* [WORK ORDER]:
Look through the material below. Copy each line that contains the string "dead".

* [RECORDS FOR THIS EXERCISE]:
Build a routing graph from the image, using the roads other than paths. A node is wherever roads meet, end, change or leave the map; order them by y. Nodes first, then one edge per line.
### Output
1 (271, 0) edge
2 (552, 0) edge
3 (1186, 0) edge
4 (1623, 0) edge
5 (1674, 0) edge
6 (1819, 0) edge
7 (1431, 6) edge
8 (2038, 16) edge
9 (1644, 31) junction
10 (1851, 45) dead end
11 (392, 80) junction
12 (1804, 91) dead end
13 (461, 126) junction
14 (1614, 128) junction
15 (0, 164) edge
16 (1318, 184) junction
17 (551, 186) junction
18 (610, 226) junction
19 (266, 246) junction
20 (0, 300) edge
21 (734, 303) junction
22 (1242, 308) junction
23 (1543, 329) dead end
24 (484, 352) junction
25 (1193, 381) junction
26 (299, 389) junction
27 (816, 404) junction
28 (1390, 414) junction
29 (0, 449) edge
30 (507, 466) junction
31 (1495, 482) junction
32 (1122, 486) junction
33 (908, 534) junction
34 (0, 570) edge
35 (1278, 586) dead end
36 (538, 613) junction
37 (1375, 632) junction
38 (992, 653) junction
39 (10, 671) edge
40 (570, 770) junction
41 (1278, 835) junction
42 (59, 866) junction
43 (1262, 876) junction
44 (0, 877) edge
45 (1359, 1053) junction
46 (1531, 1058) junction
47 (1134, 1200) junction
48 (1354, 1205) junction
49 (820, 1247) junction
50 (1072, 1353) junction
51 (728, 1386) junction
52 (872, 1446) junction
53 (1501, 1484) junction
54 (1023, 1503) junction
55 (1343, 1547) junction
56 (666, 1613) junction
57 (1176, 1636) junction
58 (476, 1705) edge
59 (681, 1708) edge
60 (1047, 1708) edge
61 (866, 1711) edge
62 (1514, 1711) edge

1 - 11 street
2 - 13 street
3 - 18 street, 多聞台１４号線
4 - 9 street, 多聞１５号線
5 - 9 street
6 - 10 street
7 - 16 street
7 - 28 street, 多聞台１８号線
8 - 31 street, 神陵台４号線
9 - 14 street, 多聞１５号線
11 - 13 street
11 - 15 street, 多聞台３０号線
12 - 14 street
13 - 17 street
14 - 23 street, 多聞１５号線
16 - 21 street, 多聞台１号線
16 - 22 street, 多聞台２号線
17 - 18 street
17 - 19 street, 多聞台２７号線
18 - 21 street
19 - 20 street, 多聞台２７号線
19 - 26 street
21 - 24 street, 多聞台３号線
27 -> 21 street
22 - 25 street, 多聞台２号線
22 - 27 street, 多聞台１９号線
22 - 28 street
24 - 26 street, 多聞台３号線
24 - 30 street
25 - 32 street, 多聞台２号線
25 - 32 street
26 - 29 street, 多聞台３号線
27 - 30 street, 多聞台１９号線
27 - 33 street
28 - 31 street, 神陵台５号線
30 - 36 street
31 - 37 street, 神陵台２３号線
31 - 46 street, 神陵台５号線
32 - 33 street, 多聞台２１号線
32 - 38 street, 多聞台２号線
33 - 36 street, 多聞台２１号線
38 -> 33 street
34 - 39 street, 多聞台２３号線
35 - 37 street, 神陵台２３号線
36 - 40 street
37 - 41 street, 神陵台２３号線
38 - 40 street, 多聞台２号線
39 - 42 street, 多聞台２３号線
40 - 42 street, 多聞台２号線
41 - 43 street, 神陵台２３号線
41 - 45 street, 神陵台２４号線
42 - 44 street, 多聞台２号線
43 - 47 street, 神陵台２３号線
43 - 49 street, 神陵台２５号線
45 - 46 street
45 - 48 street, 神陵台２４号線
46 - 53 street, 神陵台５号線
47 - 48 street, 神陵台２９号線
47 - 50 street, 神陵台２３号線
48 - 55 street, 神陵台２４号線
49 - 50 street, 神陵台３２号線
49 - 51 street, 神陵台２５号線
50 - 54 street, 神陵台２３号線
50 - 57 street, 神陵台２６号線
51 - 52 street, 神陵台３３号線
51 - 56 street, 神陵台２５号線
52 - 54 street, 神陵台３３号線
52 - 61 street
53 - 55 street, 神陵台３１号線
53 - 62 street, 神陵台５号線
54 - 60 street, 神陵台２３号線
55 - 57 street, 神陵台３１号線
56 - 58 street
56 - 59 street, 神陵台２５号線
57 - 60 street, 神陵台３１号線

* [YOUR RESPONSE]:
10 (1851, 45) dead end
12 (1804, 91) dead end
23 (1543, 329) dead end
35 (1278, 586) dead end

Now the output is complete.